Balance of trade for UK pigmeat

Pork balance sheetTo summarise this evidence from the industry’s stakeholders, it seems that, whilst they are in the EU, UK producers of pigs and pigmeat are currently given relatively high levels of effective protection since lower cost imports from non-EU countries are restricted by tariffs on pigmeat and feed costs are lower by virtue of access to low-tariff supplies of cereals/zero tariff wheat/maize, and vegetable proteins in the UK/EU. Importantly, the Single Market provisions of the EU also help UK and EU producers make low cost decisions on how to allocate different types of pig and parts of the pig carcass to different parts of a market with c. 500 million consumers. Hence, apart from the self-imposed higher welfare rules for pig production since 2000, UK producers have operated on a broadly level playing field when competing with other EU producers. In fact, UK farmers and pigmeat processors have probably operated on a playing field tilted slightly in their favour since the more flexible labour laws in the UK are beneficial compared with their French, Danish, Dutch and German competitors. Clearly, any BREXIT outcome that changes these parameters could be a negative one for the UK pig industry.

In this summary we see what a “perfect storm BREXIT” might look like for the UK pig industry. The impact of a BREXIT deal which includes high tariffs on farm products is, potentially, a triple whammy. Large tariffs on pigmeat would nominally protect UK pig producers but would drive up their feed costs, raise consumer prices and limit the UK’s access to the EU market. Higher feed and equipment costs from a devalued pound will also hit profit margins. Further, the much touted “global trade” option for the UK (if outside the EU Customs Union) would not arrive quickly or without costs.  A free trade area (FTA) with non-EU countries would probably result in loss of protection via lower tariffs on food imports. And, to cap it all, controls on immigration mean less flexible labour laws on the farm and in the factory i.e. such controls increase costs in the supply chain. All of these potential changes make up the perfect storm that the HMS UK pig industry needs to avoid at all costs.

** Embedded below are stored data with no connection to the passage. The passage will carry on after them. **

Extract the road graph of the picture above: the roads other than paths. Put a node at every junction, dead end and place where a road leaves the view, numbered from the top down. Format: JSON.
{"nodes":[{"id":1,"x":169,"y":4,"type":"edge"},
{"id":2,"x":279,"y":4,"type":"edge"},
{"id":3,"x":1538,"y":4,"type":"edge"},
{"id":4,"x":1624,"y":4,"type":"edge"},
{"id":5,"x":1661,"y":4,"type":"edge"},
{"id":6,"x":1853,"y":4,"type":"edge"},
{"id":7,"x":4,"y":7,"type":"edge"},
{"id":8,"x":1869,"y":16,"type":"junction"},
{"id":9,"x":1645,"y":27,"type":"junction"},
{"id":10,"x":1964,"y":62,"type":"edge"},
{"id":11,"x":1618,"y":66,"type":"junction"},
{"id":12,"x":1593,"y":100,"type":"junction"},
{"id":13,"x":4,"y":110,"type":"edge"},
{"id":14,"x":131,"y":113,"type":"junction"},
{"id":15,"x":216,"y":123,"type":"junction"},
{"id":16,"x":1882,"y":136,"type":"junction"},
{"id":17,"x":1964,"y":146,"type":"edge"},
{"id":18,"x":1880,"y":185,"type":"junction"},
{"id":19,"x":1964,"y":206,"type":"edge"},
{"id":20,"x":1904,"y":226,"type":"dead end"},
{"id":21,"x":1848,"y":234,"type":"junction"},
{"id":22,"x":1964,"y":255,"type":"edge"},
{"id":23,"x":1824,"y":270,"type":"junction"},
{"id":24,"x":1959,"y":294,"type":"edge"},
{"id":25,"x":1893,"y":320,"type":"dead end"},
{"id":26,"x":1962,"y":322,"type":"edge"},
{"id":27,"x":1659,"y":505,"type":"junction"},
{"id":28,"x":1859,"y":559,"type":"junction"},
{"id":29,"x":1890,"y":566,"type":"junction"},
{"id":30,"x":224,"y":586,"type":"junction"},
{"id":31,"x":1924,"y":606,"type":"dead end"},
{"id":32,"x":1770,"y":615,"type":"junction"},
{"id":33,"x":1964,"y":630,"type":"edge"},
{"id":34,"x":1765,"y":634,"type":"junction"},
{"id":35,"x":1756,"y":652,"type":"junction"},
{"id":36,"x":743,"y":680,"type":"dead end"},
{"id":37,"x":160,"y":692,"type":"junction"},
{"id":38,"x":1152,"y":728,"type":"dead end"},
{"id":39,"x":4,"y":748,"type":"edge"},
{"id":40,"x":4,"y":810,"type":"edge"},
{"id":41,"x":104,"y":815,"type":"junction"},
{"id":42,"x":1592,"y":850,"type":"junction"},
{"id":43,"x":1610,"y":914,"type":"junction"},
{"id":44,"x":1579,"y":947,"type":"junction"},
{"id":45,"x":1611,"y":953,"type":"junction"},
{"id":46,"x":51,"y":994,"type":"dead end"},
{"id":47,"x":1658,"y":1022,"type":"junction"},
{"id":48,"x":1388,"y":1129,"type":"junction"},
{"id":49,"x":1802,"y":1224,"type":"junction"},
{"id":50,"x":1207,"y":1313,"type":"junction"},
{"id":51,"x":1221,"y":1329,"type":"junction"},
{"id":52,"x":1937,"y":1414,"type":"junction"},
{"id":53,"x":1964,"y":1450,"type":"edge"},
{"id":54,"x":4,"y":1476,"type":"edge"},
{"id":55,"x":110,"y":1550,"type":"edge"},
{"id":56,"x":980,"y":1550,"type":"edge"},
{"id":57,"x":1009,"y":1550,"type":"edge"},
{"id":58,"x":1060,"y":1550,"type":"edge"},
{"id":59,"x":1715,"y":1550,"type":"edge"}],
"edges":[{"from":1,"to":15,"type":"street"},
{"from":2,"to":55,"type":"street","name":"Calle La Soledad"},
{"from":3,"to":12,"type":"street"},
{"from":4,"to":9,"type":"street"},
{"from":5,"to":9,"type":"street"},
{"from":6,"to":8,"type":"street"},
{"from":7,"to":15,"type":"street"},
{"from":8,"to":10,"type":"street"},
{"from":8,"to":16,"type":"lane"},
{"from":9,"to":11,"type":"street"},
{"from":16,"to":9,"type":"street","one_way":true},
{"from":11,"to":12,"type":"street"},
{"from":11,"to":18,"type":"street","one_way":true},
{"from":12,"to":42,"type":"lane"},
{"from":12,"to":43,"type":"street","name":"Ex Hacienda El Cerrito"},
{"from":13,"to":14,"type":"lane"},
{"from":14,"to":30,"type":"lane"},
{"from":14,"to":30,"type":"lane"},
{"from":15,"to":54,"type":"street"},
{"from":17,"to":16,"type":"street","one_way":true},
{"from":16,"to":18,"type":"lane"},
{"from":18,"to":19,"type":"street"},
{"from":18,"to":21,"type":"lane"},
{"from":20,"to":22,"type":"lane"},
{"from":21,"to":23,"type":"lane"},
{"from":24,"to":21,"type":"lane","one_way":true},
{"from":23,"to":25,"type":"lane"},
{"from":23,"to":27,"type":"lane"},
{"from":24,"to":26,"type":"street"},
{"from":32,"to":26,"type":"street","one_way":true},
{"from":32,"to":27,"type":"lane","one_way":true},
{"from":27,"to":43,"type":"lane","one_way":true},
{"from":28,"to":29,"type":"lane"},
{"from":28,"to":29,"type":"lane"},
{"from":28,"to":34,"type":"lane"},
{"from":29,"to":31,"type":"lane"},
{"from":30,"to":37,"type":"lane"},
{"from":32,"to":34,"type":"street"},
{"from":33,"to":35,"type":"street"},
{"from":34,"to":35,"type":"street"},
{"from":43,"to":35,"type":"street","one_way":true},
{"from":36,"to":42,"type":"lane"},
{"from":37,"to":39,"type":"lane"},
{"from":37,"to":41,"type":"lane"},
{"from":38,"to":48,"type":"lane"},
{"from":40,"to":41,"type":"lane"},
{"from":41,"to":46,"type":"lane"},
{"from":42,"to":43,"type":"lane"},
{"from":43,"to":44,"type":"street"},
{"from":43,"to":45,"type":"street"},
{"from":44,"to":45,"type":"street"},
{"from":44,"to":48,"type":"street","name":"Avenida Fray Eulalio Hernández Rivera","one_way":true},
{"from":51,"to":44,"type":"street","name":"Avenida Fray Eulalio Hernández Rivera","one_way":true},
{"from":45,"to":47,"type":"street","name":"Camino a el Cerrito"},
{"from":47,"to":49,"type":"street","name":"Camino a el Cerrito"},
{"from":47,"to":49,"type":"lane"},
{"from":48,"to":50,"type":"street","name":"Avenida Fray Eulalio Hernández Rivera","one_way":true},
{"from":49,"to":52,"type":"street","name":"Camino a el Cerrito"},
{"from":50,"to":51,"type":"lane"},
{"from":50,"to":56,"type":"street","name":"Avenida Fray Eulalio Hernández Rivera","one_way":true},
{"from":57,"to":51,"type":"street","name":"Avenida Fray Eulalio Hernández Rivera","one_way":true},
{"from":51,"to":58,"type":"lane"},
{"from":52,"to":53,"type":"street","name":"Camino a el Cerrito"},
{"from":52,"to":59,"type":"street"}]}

So, at the end of this Blog it seems that I have introduced another sort of BREXIT – a perfect storm. But it wasn’t my intention to offer another soundbite. The key message is that it’s more important to look at any BREXIT deal and consider its impact on the costs of inputs, consumer prices and market access for UK pigs and pigmeat. Hence, a BREXIT deal with no Customs Union or one without covering farm products could be disastrous – but equally might be OK if the details are thought through and applied correctly by the politicos. The same comment applies to immigration controls, FTAs, tariff changes, welfare regulations, etc.

In these uncertain times it’s important to look at the worst weather that could arrive and to be ready to batten down the hatches and wear your lifebelt.